O país abraçou um consenso nacional sob a forma de indignação contra Joe Berardo. A questão é que esse consenso cheira a podre: chegou com 10 anos de atraso e aconteceu por mero acaso – na sua audição parlamentar, o empresário não trouxe novidades de conteúdo, mas errou na forma e atropelou os limites da desfaçatez de tal modo que ascendeu a inimigo n.º1 do regime. E, mais importante ainda, a indignação falhou o alvo e esconde a parte maior do problema. Essa parte é que Joe Berardo só é o que é (e deve o que deve) porque houve quem na esfera do Estado o permitisse e até o promovesse em nome dos seus planos de poder. Sim, Berardo merece que a espada da justiça lhe caia em cima sem contemplações. Mas fazer de Berardo o vilão de um período negro da nossa vida colectiva (2006-2009) é esquecer que ele foi sobretudo o protagonista visível de um esquadrão de tomada de poder na sociedade portuguesa. Liderado por quem? É só seguir o trilho do dinheiro em três episódios.

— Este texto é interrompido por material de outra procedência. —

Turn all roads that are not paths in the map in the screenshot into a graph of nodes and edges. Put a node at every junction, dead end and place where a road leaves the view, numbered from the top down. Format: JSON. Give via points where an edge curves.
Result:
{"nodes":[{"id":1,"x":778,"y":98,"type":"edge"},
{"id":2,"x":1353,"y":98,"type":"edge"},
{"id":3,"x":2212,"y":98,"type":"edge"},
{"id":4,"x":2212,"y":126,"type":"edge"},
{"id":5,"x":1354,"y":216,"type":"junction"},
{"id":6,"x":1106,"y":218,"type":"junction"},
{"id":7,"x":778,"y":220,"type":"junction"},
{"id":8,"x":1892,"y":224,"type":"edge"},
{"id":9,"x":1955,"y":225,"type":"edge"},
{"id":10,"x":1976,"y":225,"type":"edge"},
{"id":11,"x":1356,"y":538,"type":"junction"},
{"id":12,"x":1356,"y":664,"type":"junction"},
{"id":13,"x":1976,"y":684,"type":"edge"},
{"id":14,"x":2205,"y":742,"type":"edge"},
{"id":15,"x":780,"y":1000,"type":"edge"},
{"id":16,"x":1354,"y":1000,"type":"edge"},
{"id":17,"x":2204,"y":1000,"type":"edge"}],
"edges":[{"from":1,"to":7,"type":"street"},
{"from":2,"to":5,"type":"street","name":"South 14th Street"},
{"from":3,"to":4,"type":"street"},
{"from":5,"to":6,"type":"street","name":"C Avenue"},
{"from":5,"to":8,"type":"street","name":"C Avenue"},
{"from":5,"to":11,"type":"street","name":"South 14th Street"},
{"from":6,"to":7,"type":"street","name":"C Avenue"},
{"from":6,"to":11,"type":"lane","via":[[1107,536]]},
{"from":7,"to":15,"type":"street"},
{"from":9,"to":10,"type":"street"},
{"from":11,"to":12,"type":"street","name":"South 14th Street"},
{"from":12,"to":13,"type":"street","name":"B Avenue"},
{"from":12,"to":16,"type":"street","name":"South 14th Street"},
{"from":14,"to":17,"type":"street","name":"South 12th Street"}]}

Primeiro episódio: o assalto ao BCP. Joe Berardo é um grande devedor da Caixa Geral de Depósitos (CGD) – cerca de 400 milhões de euros, obtidos entre 2006 e 2007, contornando todas as regras e critérios de prudência definidos pela CGD (ou seja, com interferência superior). Obteve ainda mais 600 milhões de euros entre o BCP e o BES. Esse dinheiro foi utilizado para comprar acções do BCP (um negócio ruinoso) quando o banco vivia internamente uma guerra de poder entre o seu fundador (Jardim Gonçalves) e um grupo de accionistas (Berardo, Mexia, Nuno Vasconcelos da Ongoing, e Carlos Santos Ferreira líder da CGD à época, Armando Vara, entre outros). A operação foi um sucesso político (Jardim Gonçalves saiu do BCP, entrando Carlos Santos Ferreira e Armando Vara) e uma desgraça financeira, com a desvalorização acelerada do BCP. Em Novembro de 2008, Berardo entra em incumprimento mas nunca as garantias bancárias que deu foram executadas. O golpe tinha uma razão de ser, como explicou recentemente o próprio Jardim Gonçalves: “o primeiro-ministro [José Sócrates] e o ministro das Finanças [Fernando Teixeira dos Santos] precisavam de ter um controlo mais fino do sistema financeiro para fazerem a colocação da dívida pública; mandavam na CGD e o BES [Ricardo Salgado] era dócil e tomava a dívida pública e o BCP era independente”. Ou seja, Berardo integrou um golpe de controlo político do sistema bancário que escavou um gigantesco buraco de dívidas.
Segundo episódio: a derrota da OPA da SONAE à Portugal Telecom (PT). Em 2006, a SONAE lançou uma Oferta Pública de Aquisição sobre a PT. Nessa altura, Berardo adquiriu acções da PT e rapidamente se colocou do lado contrário ao da SONAE, opondo-se à venda da PT. Foi o rosto público da defesa desse lado, juntamente com Zeinal Bava e Henrique Granadeiro – assim como o BES de Ricardo Salgado, a CGD e a Ongoing de Nuno Vasconcelos. Foi o lado vencedor, mas a um preço: em troca da oposição à venda, Zeinal Bava distribuiu dividendos aos apoiantes e alinhou nas instrumentalizações políticas que, anos depois, viriam a destruir a empresa (fragilizada pela queda do BES e a perda dos empréstimos que havia feito ao banco de Ricardo Salgado). Felizmente para Berardo, o empresário vendeu as suas acções antes do descalabro – e com ganhos.